Based on his father's bestselling The 7 Habits of Highly Effective People, Sean Covey applies the same principles to teens, using a vivacious, entertaining style. To keep it fun, Covey writes, he "stuffed it full of cartoons, clever ideas, great quotes, and incredible stories about real teens from all over the world... along with a few other surprises." Did he ever! Flip open to any page and become instantly absorbed in real-life stories of teens who have overcome obstacles to succeed, and step-by-step guides to shifting paradigms, building equity in "relationship bank accounts," creating action plans, and much more.

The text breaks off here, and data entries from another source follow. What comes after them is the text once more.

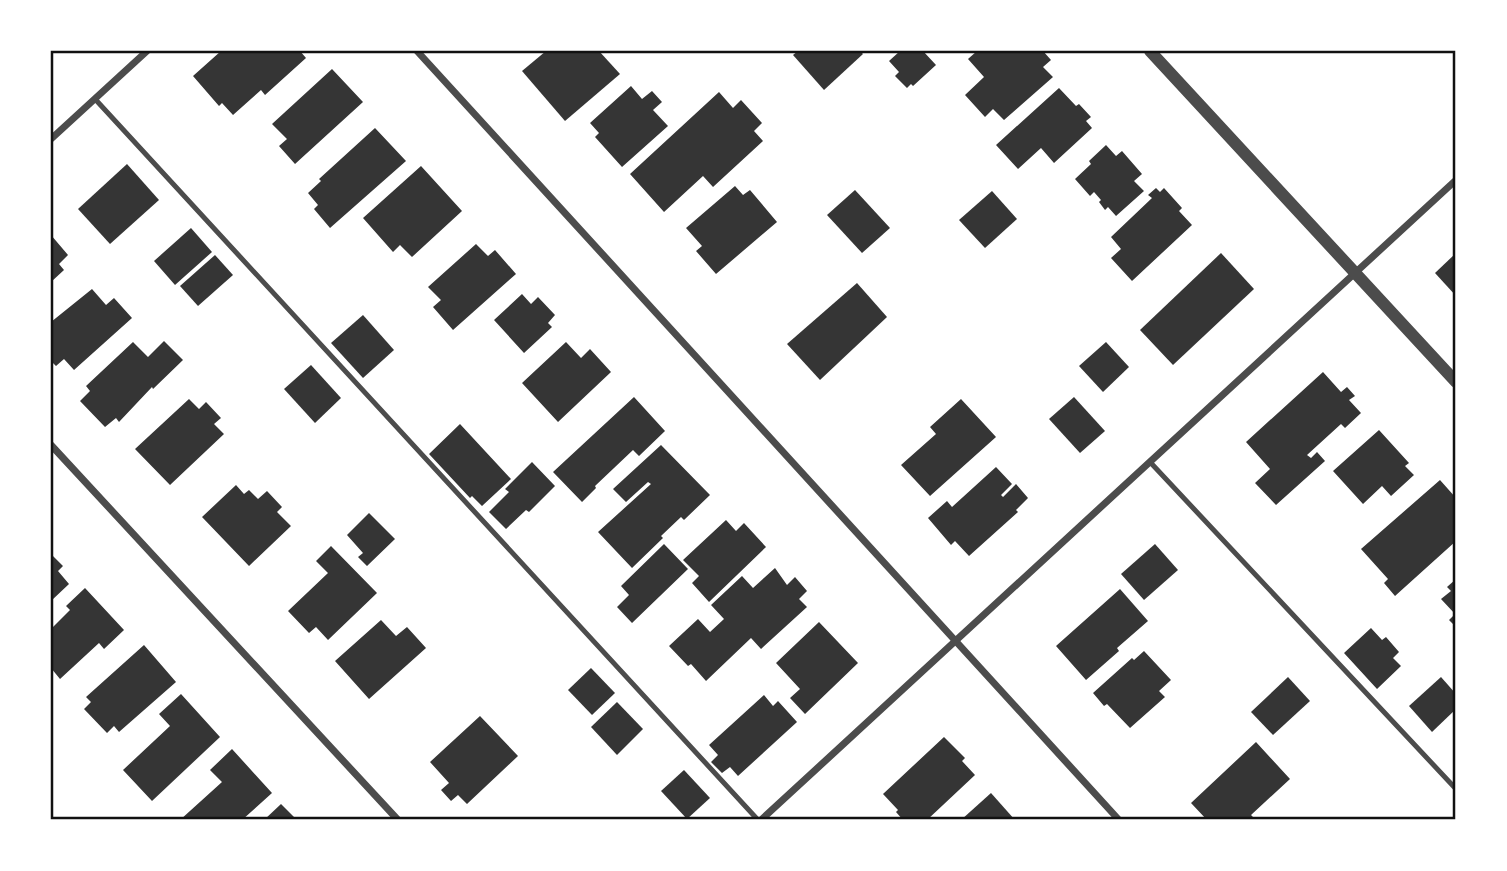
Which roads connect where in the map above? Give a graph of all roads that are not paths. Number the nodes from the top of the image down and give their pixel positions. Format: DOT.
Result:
graph roads {
  1 [pos="147,51"];
  2 [pos="417,51"];
  3 [pos="1150,51"];
  4 [pos="95,99"];
  5 [pos="51,139"];
  6 [pos="1456,180"];
  7 [pos="1355,273"];
  8 [pos="1456,382"];
  9 [pos="51,445"];
  10 [pos="1150,462"];
  11 [pos="955,642"];
  12 [pos="1456,789"];
  13 [pos="398,820"];
  14 [pos="759,820"];
  15 [pos="1119,820"];
  1 -- 4 [label="street"];
  2 -- 11 [label="street"];
  3 -- 7 [label="street"];
  4 -- 5 [label="street"];
  4 -- 14 [label="lane"];
  6 -- 7 [label="street"];
  7 -- 8 [label="street"];
  7 -- 10 [label="street"];
  9 -- 13 [label="street"];
  10 -- 11 [label="street"];
  10 -- 12 [label="lane"];
  11 -- 14 [label="street"];
  11 -- 15 [label="street"];
}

As a self-acknowledged guinea pig for many of his dad's theories, Sean Covey is a living example of someone who has taken each of the seven habits to heart: be proactive; begin with the end in mind; put first things first; think win-win; seek first to understand, then to be understood; synergize; and sharpen the saw. He includes a comical section titled "The 7 Habits of Highly Defective Teens," which includes some, shall we say, counterproductive practices: put first things last; don't cooperate; seek first to talk, then pretend to listen; wear yourself out... Covey's humorous and up-front style is just light enough to be acceptable to wary teenagers, and down-and-dirty enough to really make a difference. (Ages 13 and older) --Emilie Coulter

(retrieved from Amazon Mon, 30 Sep 2013 13:58:47 -0400)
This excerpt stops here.